In “Time Out—Charting a Path for Improving Performance Measurement,” published on Wednesday, April 18, in the New England Journal of Medicine, ACP reports that the majority of quality measures for ambulatory internal medicine in Medicare's Merit-based Incentive Payment System (MIPS) program are not valid based on criteria developed by ACP.
ACP performed this analysis in response to physician concerns that the current measures are not meaningful in improving patient outcomes. ACP analyzed 86 performance measures included in Medicare's MIPS and Quality Payment Program (QPP) and found that 32 were valid (37%), 30 (35%) were not valid, and 24 (28%) were of uncertain validity.
Of the 30 measures rated as not valid, 19 were judged to have insufficient evidence to support them. A characteristic of measures rated as not valid was inadequately specified exclusions, “resulting in a requirement that a process or outcome occur across broad groups of patients, including patients who might not benefit,” the authors wrote.
“ACP has long supported and advocated improving performance measures so they help physicians provide the best possible care to their patients without creating unintended adverse consequences,” said ACP President Jack Ende, MD, MACP.
ACP identified performance measures that had poor specifications that might misclassify high-quality care as low-quality care.

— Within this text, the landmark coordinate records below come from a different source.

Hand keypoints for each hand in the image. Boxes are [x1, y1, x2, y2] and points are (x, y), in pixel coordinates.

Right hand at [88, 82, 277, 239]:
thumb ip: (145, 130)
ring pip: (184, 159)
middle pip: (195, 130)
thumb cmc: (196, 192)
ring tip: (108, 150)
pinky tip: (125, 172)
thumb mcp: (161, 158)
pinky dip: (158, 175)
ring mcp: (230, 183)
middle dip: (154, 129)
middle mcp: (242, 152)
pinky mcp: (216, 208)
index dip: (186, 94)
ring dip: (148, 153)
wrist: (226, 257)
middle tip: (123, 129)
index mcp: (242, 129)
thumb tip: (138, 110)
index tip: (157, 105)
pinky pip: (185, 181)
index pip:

The paper notes that using flawed measures is not only frustrating to physicians but potentially harmful to patients. Physician practices spend $15.4 billion per year, or about $40,000 per physician, to report on performance. In a recent survey, nearly two-thirds of physicians said that current measures do not capture the quality of the care they provide.
ACP also identified troubling inconsistencies among leading U.S. organizations in judgments of the validity of measures of physician quality. ACP suggests that a single set of standards, such as those developed by the National Academy of Medicine for clinical practice guidelines, would allow others to evaluate the trustworthiness of performance measures before they are launched.
ACP believes the next generation of performance measurement should not be limited by the use of easy-to-obtain (e.g., administrative) data and not function as a stand-alone, retrospective exercise.
“A possible solution is to have physicians with expertise in clinical medicine and research develop measures using clinically relevant methodology,” Dr. Ende said. “Performance measures should be fully integrated into care delivery so they can help to address the most pressing performance gaps and direct quality improvement.”
With more than 2,500 performance measures used inconsistently in various programs, ACP called for a “time out” to assess and revise the approach to assessment of physician performance.